## DATA LISTING
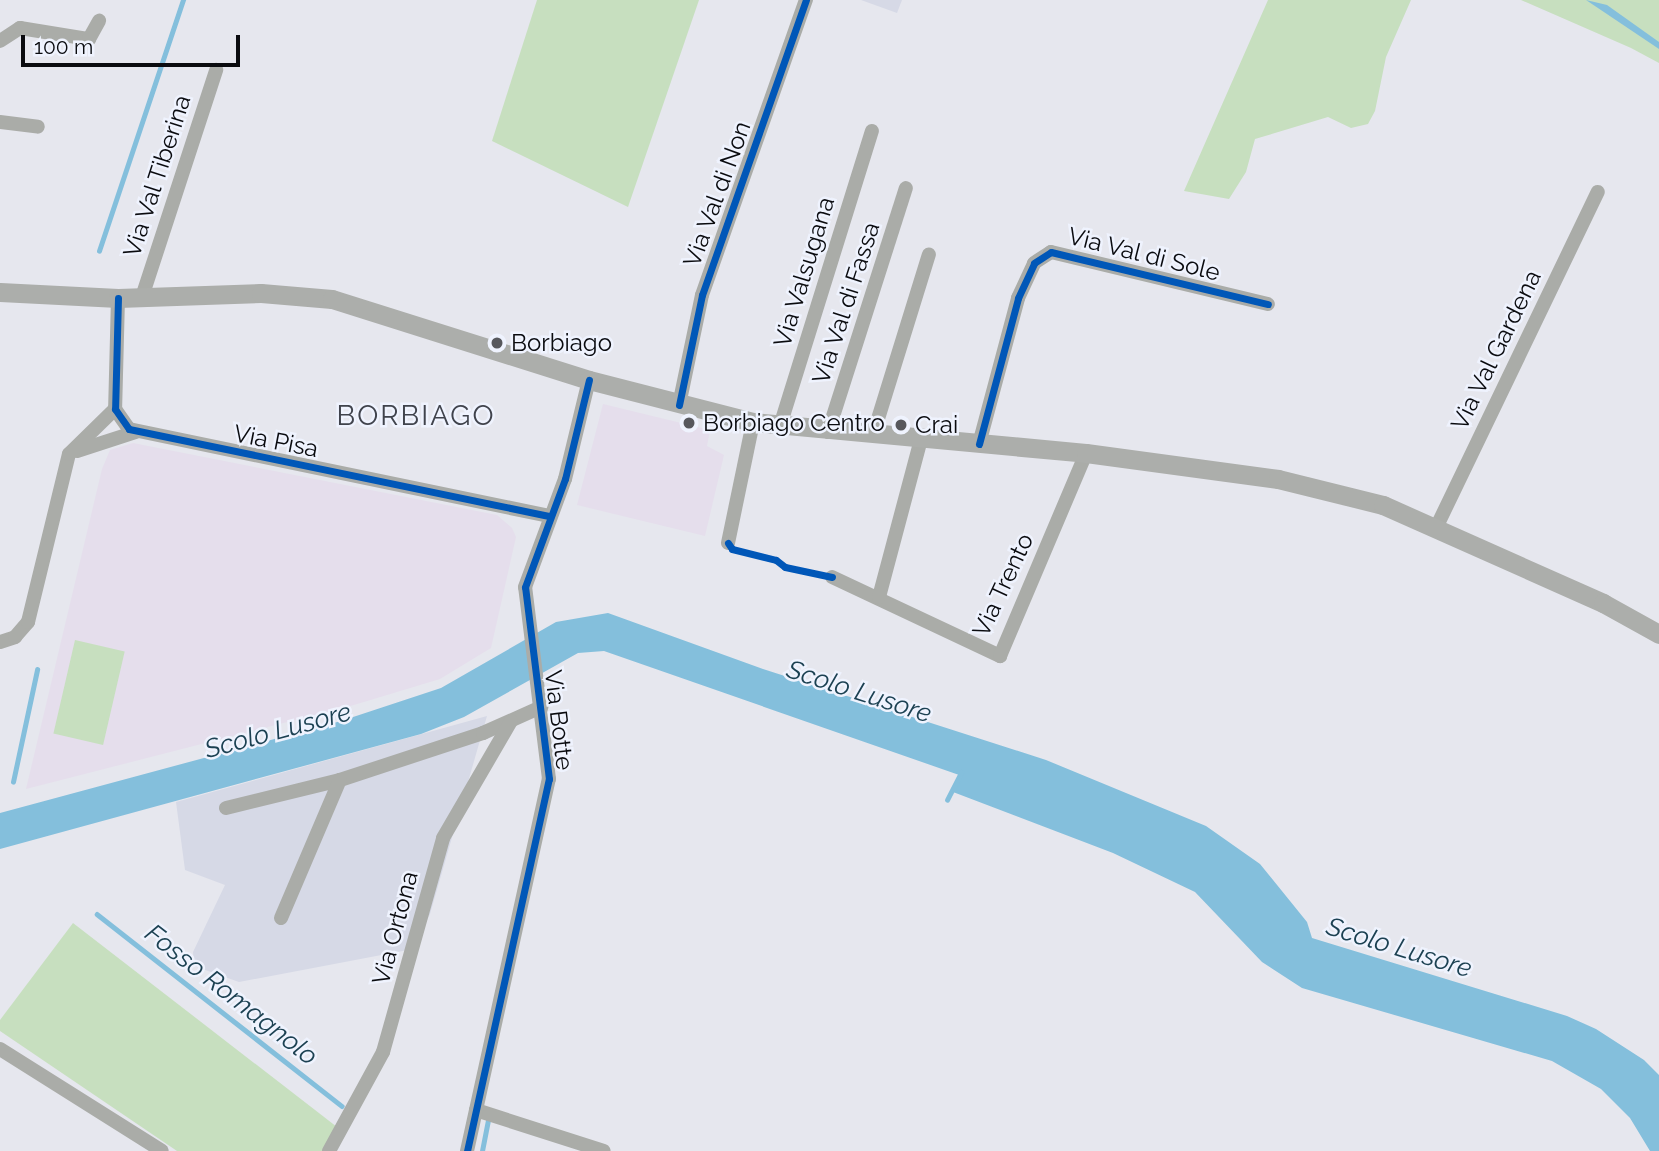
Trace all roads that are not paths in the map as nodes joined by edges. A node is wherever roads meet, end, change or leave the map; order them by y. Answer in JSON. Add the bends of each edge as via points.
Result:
{"nodes":[{"id":1,"x":806,"y":0,"type":"edge"},
{"id":2,"x":99,"y":21,"type":"dead end"},
{"id":3,"x":0,"y":41,"type":"edge"},
{"id":4,"x":216,"y":70,"type":"dead end"},
{"id":5,"x":0,"y":122,"type":"edge"},
{"id":6,"x":38,"y":127,"type":"dead end"},
{"id":7,"x":872,"y":131,"type":"dead end"},
{"id":8,"x":906,"y":187,"type":"dead end"},
{"id":9,"x":1598,"y":192,"type":"dead end"},
{"id":10,"x":929,"y":254,"type":"dead end"},
{"id":11,"x":0,"y":292,"type":"edge"},
{"id":12,"x":142,"y":297,"type":"junction"},
{"id":13,"x":118,"y":298,"type":"junction"},
{"id":14,"x":1268,"y":304,"type":"dead end"},
{"id":15,"x":589,"y":380,"type":"junction"},
{"id":16,"x":679,"y":405,"type":"junction"},
{"id":17,"x":115,"y":409,"type":"junction"},
{"id":18,"x":753,"y":422,"type":"junction"},
{"id":19,"x":780,"y":426,"type":"junction"},
{"id":20,"x":136,"y":432,"type":"junction"},
{"id":21,"x":828,"y":432,"type":"junction"},
{"id":22,"x":873,"y":435,"type":"junction"},
{"id":23,"x":921,"y":439,"type":"junction"},
{"id":24,"x":979,"y":444,"type":"junction"},
{"id":25,"x":1086,"y":453,"type":"junction"},
{"id":26,"x":69,"y":454,"type":"junction"},
{"id":27,"x":550,"y":516,"type":"junction"},
{"id":28,"x":1436,"y":528,"type":"junction"},
{"id":29,"x":728,"y":544,"type":"dead end"},
{"id":30,"x":832,"y":577,"type":"dead end"},
{"id":31,"x":879,"y":597,"type":"junction"},
{"id":32,"x":1659,"y":634,"type":"edge"},
{"id":33,"x":0,"y":642,"type":"edge"},
{"id":34,"x":541,"y":707,"type":"junction"},
{"id":35,"x":511,"y":720,"type":"junction"},
{"id":36,"x":340,"y":780,"type":"junction"},
{"id":37,"x":226,"y":808,"type":"dead end"},
{"id":38,"x":281,"y":918,"type":"dead end"},
{"id":39,"x":0,"y":1049,"type":"edge"},
{"id":40,"x":476,"y":1110,"type":"junction"},
{"id":41,"x":162,"y":1151,"type":"edge"},
{"id":42,"x":330,"y":1151,"type":"edge"},
{"id":43,"x":467,"y":1151,"type":"edge"},
{"id":44,"x":604,"y":1151,"type":"edge"}],
"edges":[{"from":1,"to":16,"type":"street","name":"Via Val di Non","via":[[702,295]]},
{"from":2,"to":3,"type":"street","via":[[89,39],[20,28]]},
{"from":4,"to":12,"type":"street","name":"Via Val Tiberina"},
{"from":5,"to":6,"type":"street"},
{"from":7,"to":19,"type":"street","name":"Via Valsugana"},
{"from":8,"to":21,"type":"street","name":"Via Val di Fassa"},
{"from":9,"to":28,"type":"street","name":"Via Val Gardena"},
{"from":10,"to":22,"type":"street"},
{"from":11,"to":13,"type":"main road"},
{"from":12,"to":13,"type":"main road"},
{"from":12,"to":15,"type":"main road","via":[[261,293],[332,299]]},
{"from":13,"to":17,"type":"street"},
{"from":14,"to":24,"type":"street","name":"Via Val di Sole","via":[[1051,252],[1034,263],[1018,298]]},
{"from":15,"to":16,"type":"main road"},
{"from":15,"to":27,"type":"street","name":"Via Botte","via":[[565,479]]},
{"from":16,"to":18,"type":"main road"},
{"from":17,"to":20,"type":"street","via":[[122,423]]},
{"from":17,"to":26,"type":"street"},
{"from":18,"to":19,"type":"main road"},
{"from":18,"to":29,"type":"street"},
{"from":19,"to":21,"type":"main road"},
{"from":20,"to":26,"type":"street","name":"Via Pisa"},
{"from":20,"to":27,"type":"street","name":"Via Pisa"},
{"from":21,"to":22,"type":"main road"},
{"from":22,"to":23,"type":"main road"},
{"from":23,"to":24,"type":"main road"},
{"from":23,"to":31,"type":"street"},
{"from":24,"to":25,"type":"main road"},
{"from":25,"to":28,"type":"main road","via":[[1278,479],[1383,505]]},
{"from":25,"to":31,"type":"street","name":"Via Trento","via":[[1000,656]]},
{"from":26,"to":33,"type":"street","via":[[28,622],[15,637]]},
{"from":27,"to":34,"type":"street","name":"Via Botte","via":[[525,587]]},
{"from":28,"to":32,"type":"main road","via":[[1603,603]]},
{"from":30,"to":31,"type":"street","name":"Via Trento"},
{"from":34,"to":35,"type":"street"},
{"from":34,"to":40,"type":"street","name":"Via Botte","via":[[549,779]]},
{"from":35,"to":36,"type":"street"},
{"from":35,"to":42,"type":"street","name":"Via Ortona","via":[[443,838],[383,1052]]},
{"from":36,"to":37,"type":"street"},
{"from":36,"to":38,"type":"street"},
{"from":39,"to":41,"type":"street"},
{"from":40,"to":43,"type":"street","name":"Via Botte"},
{"from":40,"to":44,"type":"street"}]}
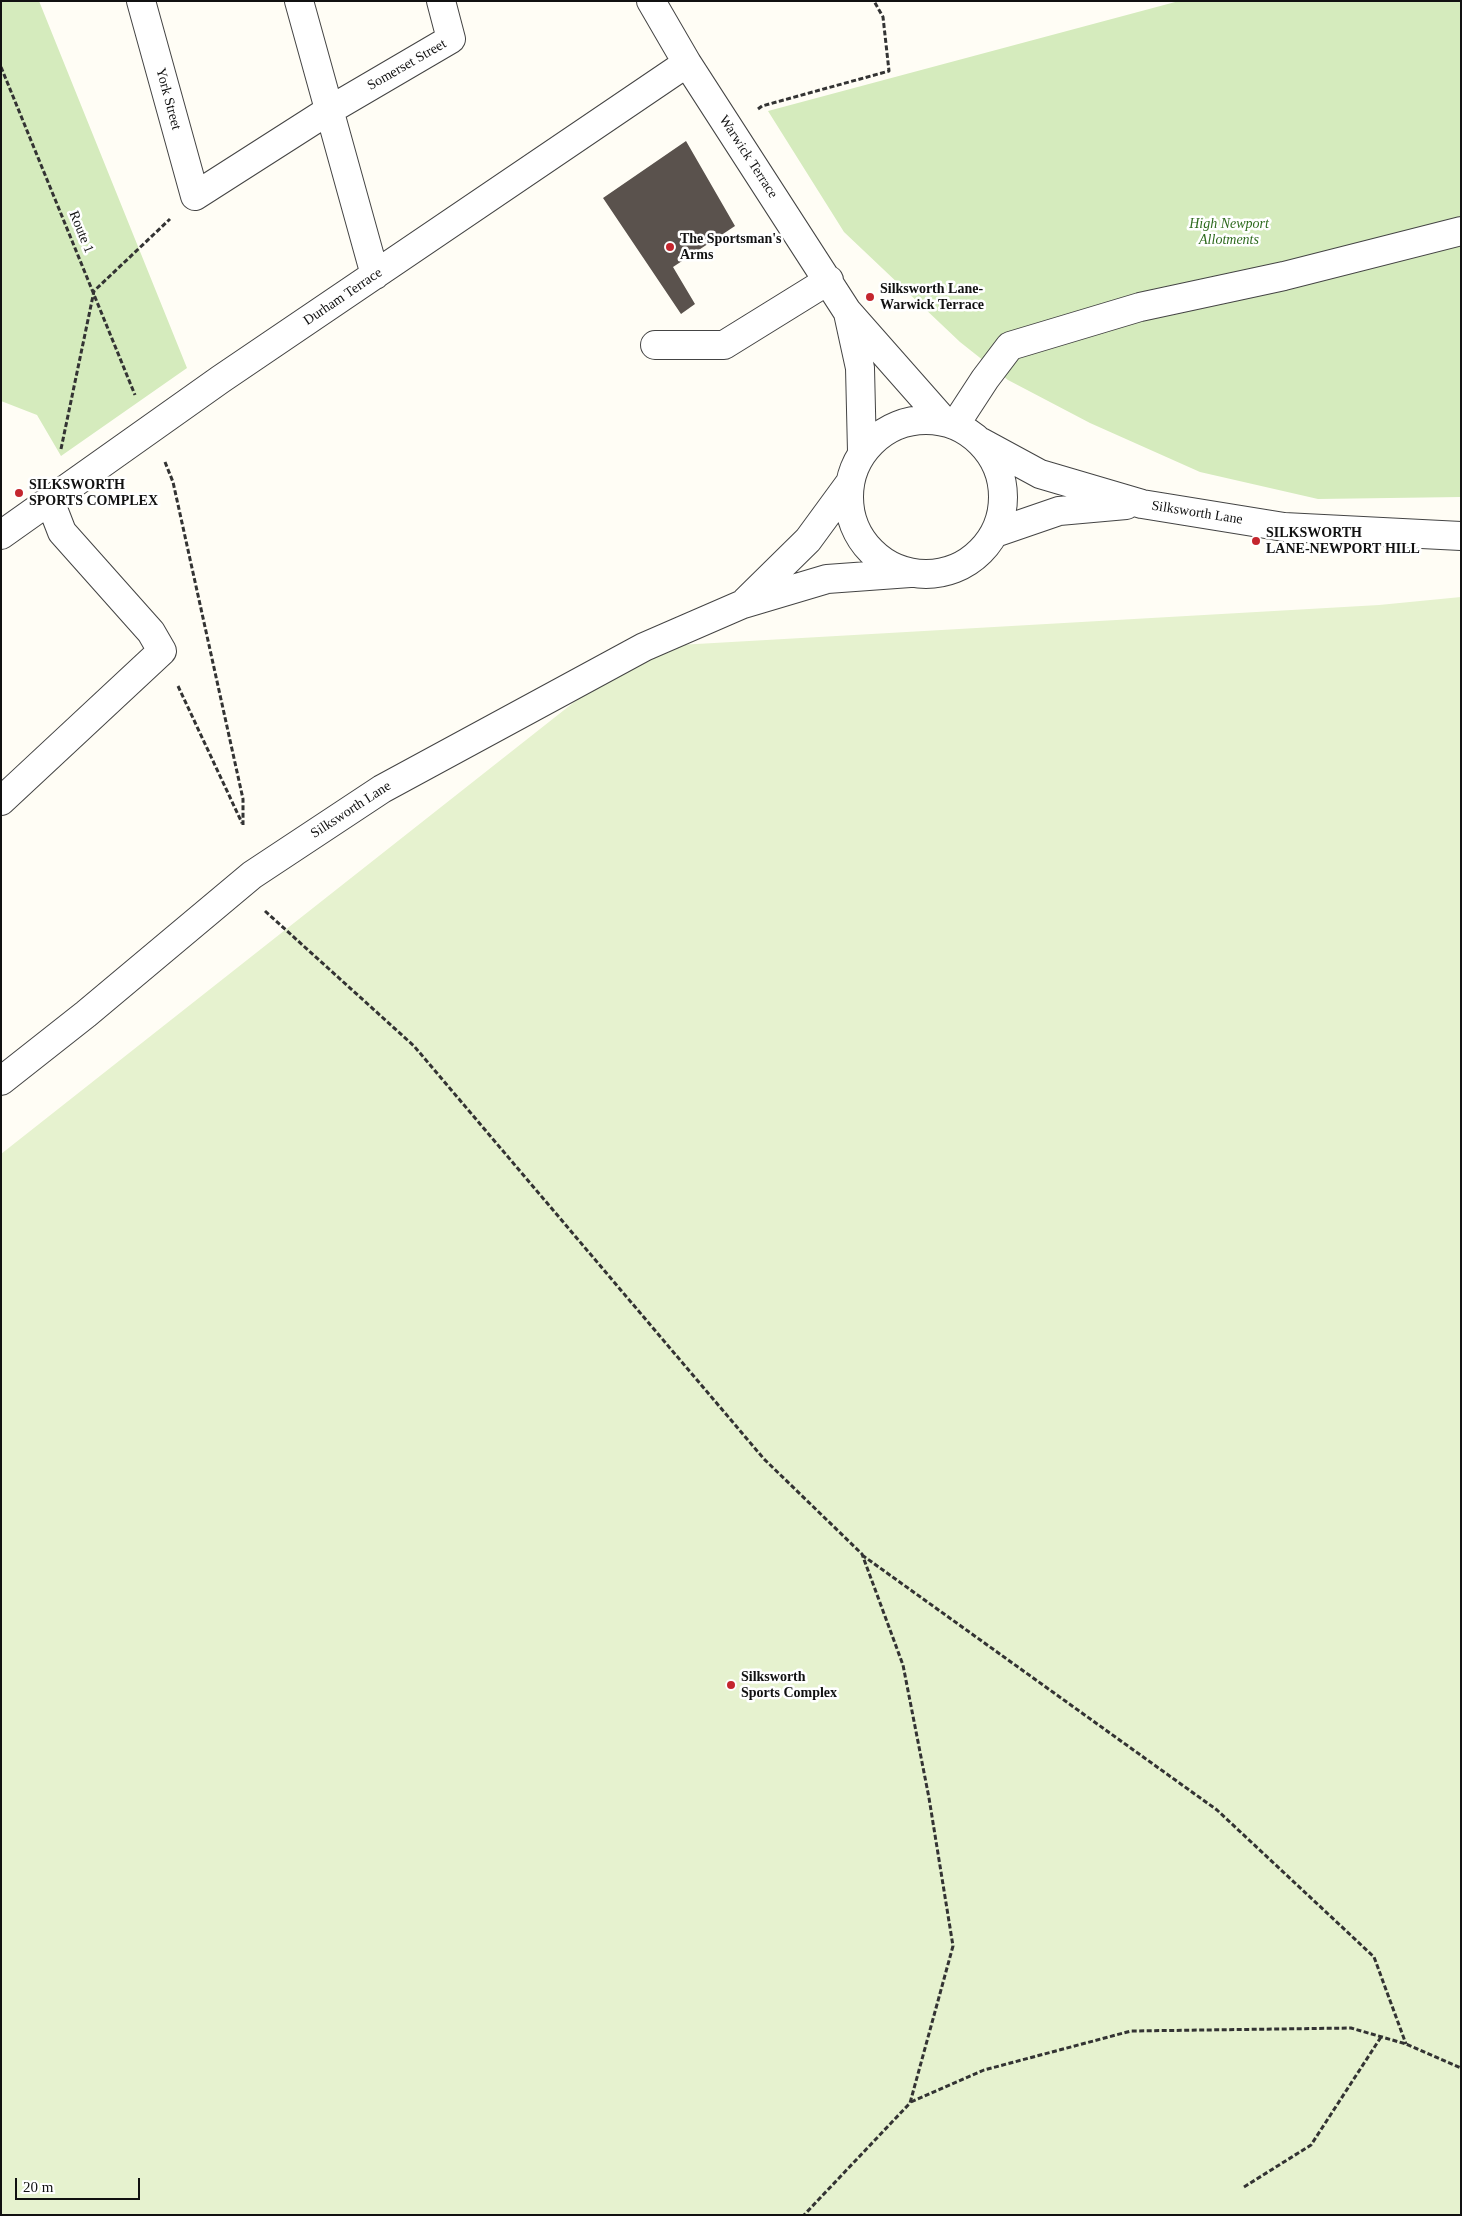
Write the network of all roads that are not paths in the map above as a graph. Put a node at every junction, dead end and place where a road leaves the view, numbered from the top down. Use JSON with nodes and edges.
{"nodes":[{"id":1,"x":141,"y":1,"type":"edge"},
{"id":2,"x":299,"y":1,"type":"edge"},
{"id":3,"x":441,"y":1,"type":"edge"},
{"id":4,"x":651,"y":1,"type":"edge"},
{"id":5,"x":687,"y":63,"type":"junction"},
{"id":6,"x":328,"y":111,"type":"junction"},
{"id":7,"x":195,"y":196,"type":"joint"},
{"id":8,"x":1461,"y":231,"type":"edge"},
{"id":9,"x":375,"y":275,"type":"junction"},
{"id":10,"x":829,"y":280,"type":"junction"},
{"id":11,"x":848,"y":311,"type":"junction"},
{"id":12,"x":655,"y":345,"type":"dead end"},
{"id":13,"x":950,"y":423,"type":"junction"},
{"id":14,"x":981,"y":442,"type":"junction"},
{"id":15,"x":862,"y":452,"type":"junction"},
{"id":16,"x":849,"y":484,"type":"junction"},
{"id":17,"x":50,"y":501,"type":"junction"},
{"id":18,"x":1142,"y":504,"type":"junction"},
{"id":19,"x":995,"y":533,"type":"junction"},
{"id":20,"x":1,"y":535,"type":"edge"},
{"id":21,"x":1461,"y":536,"type":"edge"},
{"id":22,"x":910,"y":573,"type":"junction"},
{"id":23,"x":743,"y":604,"type":"junction"},
{"id":24,"x":1,"y":801,"type":"edge"},
{"id":25,"x":1,"y":1081,"type":"edge"}],
"edges":[{"from":1,"to":7,"type":"street","name":"York Street"},
{"from":2,"to":6,"type":"street"},
{"from":3,"to":6,"type":"street","name":"Somerset Street"},
{"from":4,"to":5,"type":"street","name":"Warwick Terrace"},
{"from":5,"to":9,"type":"street","name":"Durham Terrace"},
{"from":5,"to":10,"type":"street","name":"Warwick Terrace"},
{"from":6,"to":7,"type":"street","name":"Somerset Street"},
{"from":6,"to":9,"type":"street"},
{"from":8,"to":13,"type":"street"},
{"from":9,"to":17,"type":"street","name":"Durham Terrace"},
{"from":10,"to":11,"type":"street","name":"Warwick Terrace"},
{"from":10,"to":12,"type":"street"},
{"from":11,"to":13,"type":"street","name":"Warwick Terrace"},
{"from":11,"to":15,"type":"street","name":"Warwick Terrace"},
{"from":13,"to":14,"type":"street","name":"Silksworth Lane"},
{"from":13,"to":15,"type":"street","name":"Silksworth Lane"},
{"from":14,"to":18,"type":"street","name":"Silksworth Lane"},
{"from":14,"to":19,"type":"street","name":"Silksworth Lane"},
{"from":15,"to":16,"type":"street","name":"Silksworth Lane"},
{"from":16,"to":22,"type":"street","name":"Silksworth Lane"},
{"from":16,"to":23,"type":"street","name":"Silksworth Lane"},
{"from":17,"to":20,"type":"street","name":"Durham Terrace"},
{"from":17,"to":24,"type":"street"},
{"from":18,"to":19,"type":"street","name":"Silksworth Lane"},
{"from":18,"to":21,"type":"street","name":"Silksworth Lane"},
{"from":19,"to":22,"type":"street","name":"Silksworth Lane"},
{"from":22,"to":23,"type":"street","name":"Silksworth Lane"},
{"from":23,"to":25,"type":"street","name":"Silksworth Lane"}]}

## EXERCISE DESCRIPTION
Each line in the listing above that includes the word "Botte" needs to be copied out.

## SOLUTION TO THIS EXERCISE
{"from":15,"to":27,"type":"street","name":"Via Botte","via":[[565,479]]},
{"from":27,"to":34,"type":"street","name":"Via Botte","via":[[525,587]]},
{"from":34,"to":40,"type":"street","name":"Via Botte","via":[[549,779]]},
{"from":40,"to":43,"type":"street","name":"Via Botte"},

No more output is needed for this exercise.